Consummation of the Restructuring is subject to a number of conditions, including the solicitation and acceptance of votes on the Plan by holders of claims and interests in EBH, confirmation of the Plan by the Bankruptcy Court, as well as certain approvals and the absence of certain adverse legal and other developments. The failure of any condition may have an adverse effect on the parties’ ability and/or willingness to consummate the Restructuring. Accordingly, no assurance can be given that the transactions described in this press release will be consummated.

Additional Terms

This press release is a summary of the Restructuring only. It highlights selected information contained in the various definitive documents required to effectuate the Restructuring, including, without limitation, the Transaction Agreement, the CSA, and the Plan, and is fully qualified by reference to such definitive documents.

THIS PRESS RELEASE IS NOT, AND SHALL NOT BE DEEMED, A SOLICITATION FOR CONSENTS TO ANY CHAPTER 11 PLAN OF REORGANIZATION PURSUANT TO SECTIONS 1125 AND 1126 OF THE BANKRUPTCY CODE OR A SOLICITATION TO TENDER OR EXCHANGE ANY PIK LOAN CLAIMS. VOTES ON THE CHAPTER 11 PLAN DESCRIBED IN THIS PRESS RELEASE SHALL NOT BE SOLICITED UNTIL HOLDERS OF CLAIMS AND INTERESTS IN EBH HAVE RECEIVED, AS APPLICABLE, THE DISCLOSURE STATEMENT AND THE RELATED BALLOT FOR THE CHAPTER 11 PLAN. HOLDERS OF CLAIMS AND INTERESTS IN EBH ARE URGED TO READ THE DISCLOSURE STATEMENT AND ALL MATERIALS DISTRIBUTED THEREWITH IN THEIR ENTIRETY.

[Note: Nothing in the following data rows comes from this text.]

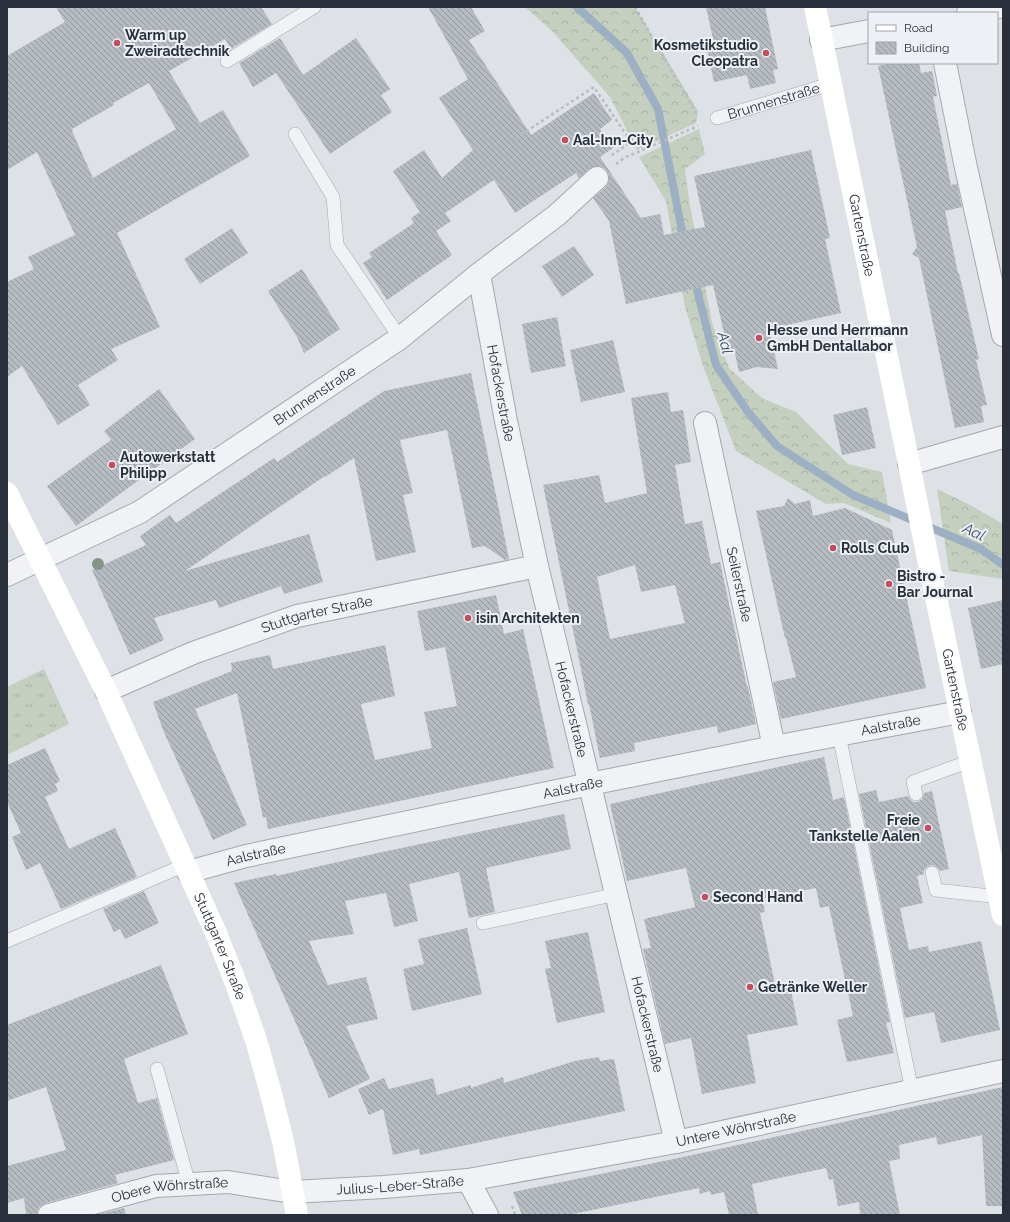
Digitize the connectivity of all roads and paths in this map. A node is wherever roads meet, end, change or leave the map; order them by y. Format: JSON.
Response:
{"nodes":[{"id":1,"x":314,"y":7,"type":"edge"},
{"id":2,"x":635,"y":7,"type":"edge"},
{"id":3,"x":815,"y":7,"type":"edge"},
{"id":4,"x":999,"y":7,"type":"edge"},
{"id":5,"x":973,"y":12,"type":"edge"},
{"id":6,"x":868,"y":32,"type":"edge"},
{"id":7,"x":821,"y":40,"type":"junction"},
{"id":8,"x":227,"y":61,"type":"dead end"},
{"id":9,"x":945,"y":64,"type":"edge"},
{"id":10,"x":830,"y":84,"type":"junction"},
{"id":11,"x":699,"y":117,"type":"dead end"},
{"id":12,"x":717,"y":118,"type":"dead end"},
{"id":13,"x":702,"y":124,"type":"dead end"},
{"id":14,"x":295,"y":134,"type":"dead end"},
{"id":15,"x":516,"y":138,"type":"dead end"},
{"id":16,"x":624,"y":158,"type":"dead end"},
{"id":17,"x":597,"y":178,"type":"joint"},
{"id":18,"x":479,"y":274,"type":"junction"},
{"id":19,"x":1003,"y":335,"type":"edge"},
{"id":20,"x":400,"y":338,"type":"junction"},
{"id":21,"x":705,"y":423,"type":"dead end"},
{"id":22,"x":1003,"y":437,"type":"edge"},
{"id":23,"x":909,"y":464,"type":"junction"},
{"id":24,"x":7,"y":493,"type":"edge"},
{"id":25,"x":41,"y":560,"type":"junction"},
{"id":26,"x":537,"y":566,"type":"junction"},
{"id":27,"x":7,"y":575,"type":"edge"},
{"id":28,"x":106,"y":691,"type":"junction"},
{"id":29,"x":960,"y":712,"type":"junction"},
{"id":30,"x":839,"y":735,"type":"junction"},
{"id":31,"x":774,"y":747,"type":"junction"},
{"id":32,"x":970,"y":761,"type":"junction"},
{"id":33,"x":590,"y":784,"type":"junction"},
{"id":34,"x":916,"y":794,"type":"dead end"},
{"id":35,"x":186,"y":868,"type":"junction"},
{"id":36,"x":932,"y":873,"type":"dead end"},
{"id":37,"x":616,"y":894,"type":"junction"},
{"id":38,"x":1001,"y":906,"type":"edge"},
{"id":39,"x":483,"y":923,"type":"dead end"},
{"id":40,"x":7,"y":942,"type":"edge"},
{"id":41,"x":157,"y":1069,"type":"dead end"},
{"id":42,"x":1003,"y":1071,"type":"edge"},
{"id":43,"x":912,"y":1091,"type":"junction"},
{"id":44,"x":676,"y":1142,"type":"junction"},
{"id":45,"x":468,"y":1180,"type":"junction"},
{"id":46,"x":189,"y":1184,"type":"junction"},
{"id":47,"x":292,"y":1192,"type":"junction"},
{"id":48,"x":49,"y":1215,"type":"edge"},
{"id":49,"x":297,"y":1215,"type":"edge"},
{"id":50,"x":487,"y":1215,"type":"edge"}],
"edges":[{"from":1,"to":8,"type":"lane"},
{"from":2,"to":11,"type":"path"},
{"from":3,"to":7,"type":"street","name":"Gartenstraße"},
{"from":4,"to":5,"type":"street"},
{"from":6,"to":7,"type":"street"},
{"from":7,"to":10,"type":"street","name":"Gartenstraße"},
{"from":9,"to":19,"type":"street"},
{"from":10,"to":12,"type":"lane","name":"Brunnenstraße"},
{"from":10,"to":23,"type":"street","name":"Gartenstraße"},
{"from":13,"to":16,"type":"path"},
{"from":14,"to":20,"type":"lane"},
{"from":15,"to":17,"type":"path"},
{"from":17,"to":18,"type":"street","name":"Brunnenstraße"},
{"from":18,"to":20,"type":"street","name":"Brunnenstraße"},
{"from":18,"to":26,"type":"street","name":"Hofackerstraße"},
{"from":20,"to":25,"type":"street","name":"Brunnenstraße"},
{"from":21,"to":31,"type":"street","name":"Seilerstraße"},
{"from":22,"to":23,"type":"street"},
{"from":23,"to":29,"type":"street","name":"Gartenstraße"},
{"from":24,"to":25,"type":"street","name":"Stuttgarter Straße"},
{"from":25,"to":27,"type":"street","name":"Brunnenstraße"},
{"from":25,"to":28,"type":"street","name":"Stuttgarter Straße"},
{"from":26,"to":28,"type":"street","name":"Stuttgarter Straße"},
{"from":26,"to":33,"type":"street","name":"Hofackerstraße"},
{"from":28,"to":35,"type":"street","name":"Stuttgarter Straße"},
{"from":29,"to":30,"type":"street","name":"Aalstraße"},
{"from":29,"to":32,"type":"street","name":"Gartenstraße"},
{"from":30,"to":31,"type":"street","name":"Aalstraße"},
{"from":30,"to":43,"type":"lane"},
{"from":31,"to":33,"type":"street","name":"Aalstraße"},
{"from":32,"to":34,"type":"lane"},
{"from":32,"to":38,"type":"street","name":"Gartenstraße"},
{"from":33,"to":35,"type":"street","name":"Aalstraße"},
{"from":33,"to":37,"type":"street","name":"Hofackerstraße"},
{"from":35,"to":40,"type":"lane"},
{"from":35,"to":47,"type":"street","name":"Stuttgarter Straße"},
{"from":36,"to":38,"type":"lane"},
{"from":37,"to":39,"type":"lane"},
{"from":37,"to":44,"type":"street","name":"Hofackerstraße"},
{"from":41,"to":46,"type":"lane"},
{"from":42,"to":43,"type":"street","name":"Untere Wöhrstraße"},
{"from":43,"to":44,"type":"street","name":"Untere Wöhrstraße"},
{"from":44,"to":45,"type":"street","name":"Untere Wöhrstraße"},
{"from":45,"to":47,"type":"street","name":"Julius-Leber-Straße"},
{"from":45,"to":50,"type":"street","name":"Julius-Leber-Straße"},
{"from":46,"to":47,"type":"street","name":"Obere Wöhrstraße"},
{"from":46,"to":48,"type":"street","name":"Obere Wöhrstraße"},
{"from":47,"to":49,"type":"street","name":"Stuttgarter Straße"}]}
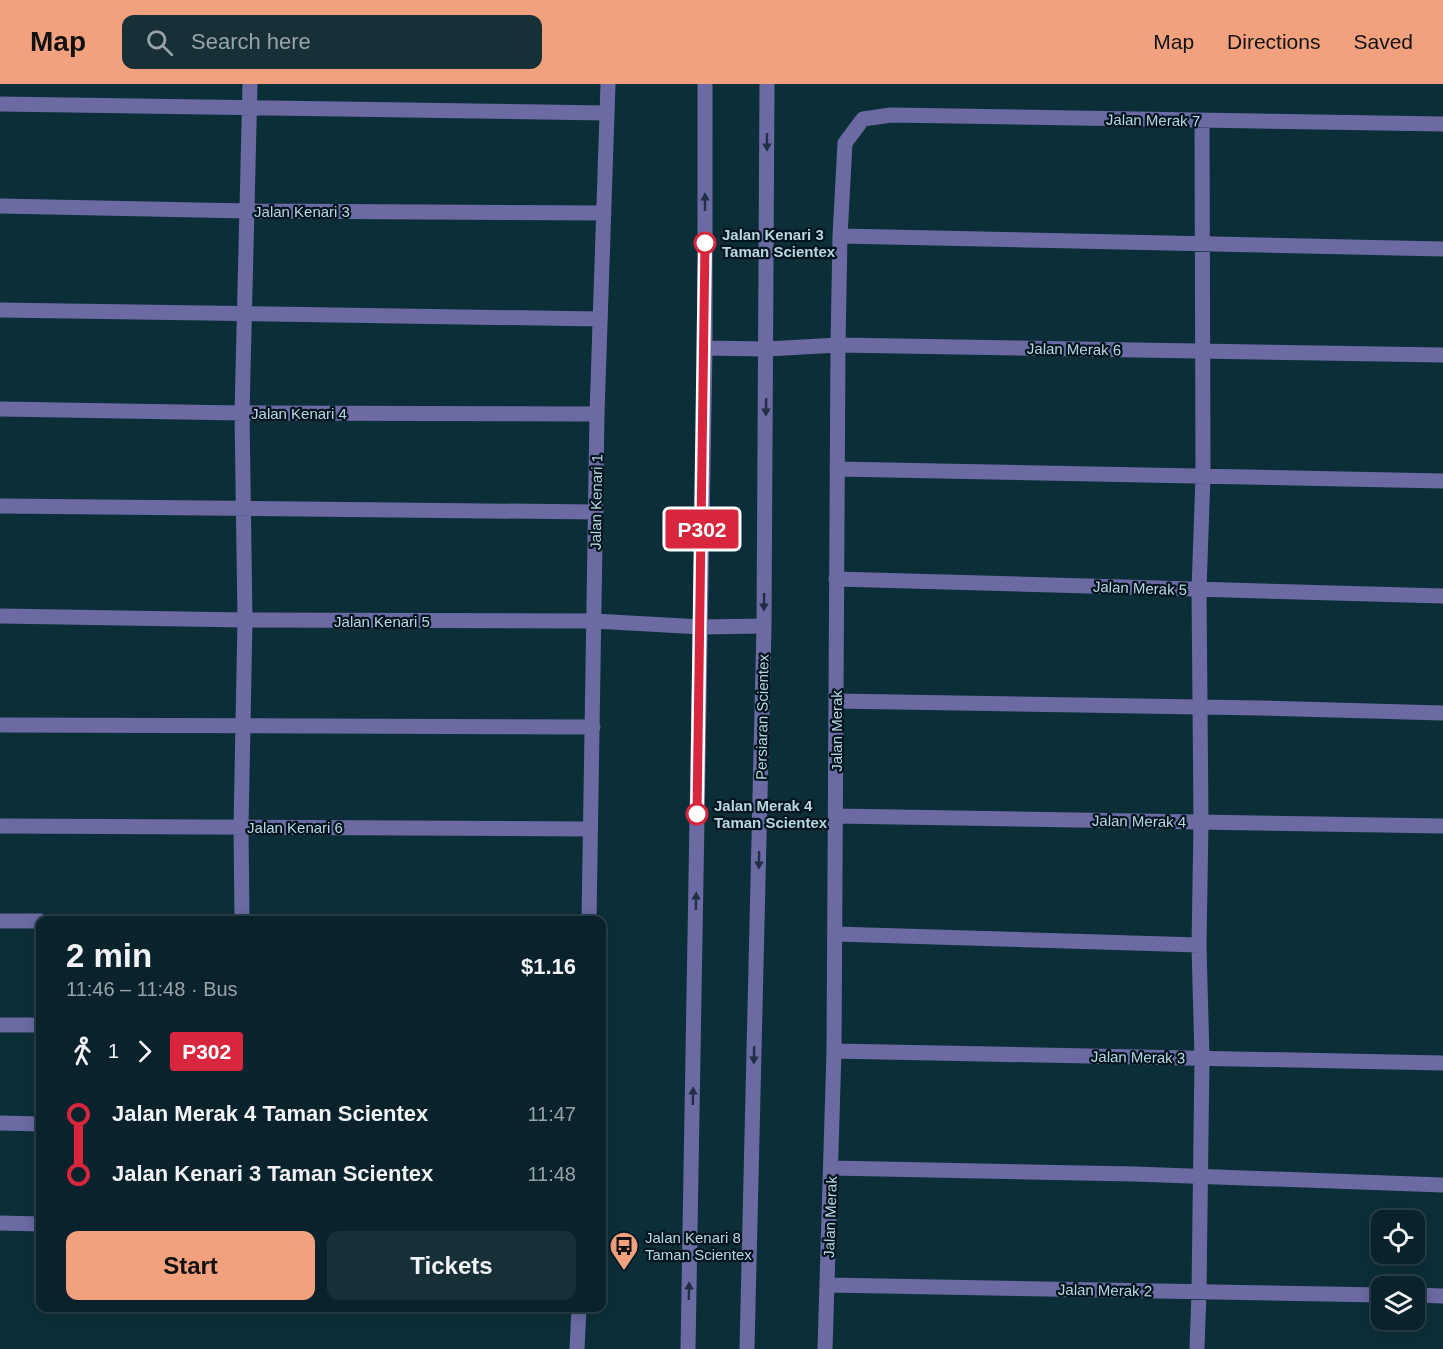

Holders of claims and interests in EBH must make their own decision with regard to participating in the Restructuring, and are urged to consult with their own legal and financial advisors as to the appropriateness of participating in the Restructuring based on their individual circumstances.

This press release includes forward-looking statements within the meaning of the securities laws of certain applicable jurisdictions. By their nature, the forward-looking events described in this press release may not be accurate or occur at all. Accordingly, you should not place undue reliance on these forward-looking statements, which speak only as of the date on which the statements were made.

Advisors

EBH’s legal advisor is Garman Turner Gordon LLP.

Howard M. Meyers’ legal advisors are K&L Gates LLP, Brewer, Attorneys & Counselors and Kasowitz Benson Torres LLP and his financial advisor is Perella Weinberg Partners L.P.

Quexco’s and RSR’s legal advisors are K&L Gates LLP, Brewer, Attorneys & Counselors and Kasowitz Benson Torres LLP and their financial advisor is Perella Weinberg Partners L.P.

The Ad Hoc Committee’s legal advisor is Paul, Weiss, Rifkind, Wharton & Garrison LLP and its financial advisor is Houlihan Lokey Capital Inc.

GLAS USA LLC is the administrative agent under the PIK Loan and its legal advisor is Wilmer Cutler Pickering Hale & Dorr LLP.

The Eco-Bat Minority Shareholders’ legal advisors are Pillsbury Winthrop Shaw Pittman LLP and Friedman Kaplan Seiler & Adelman LLP.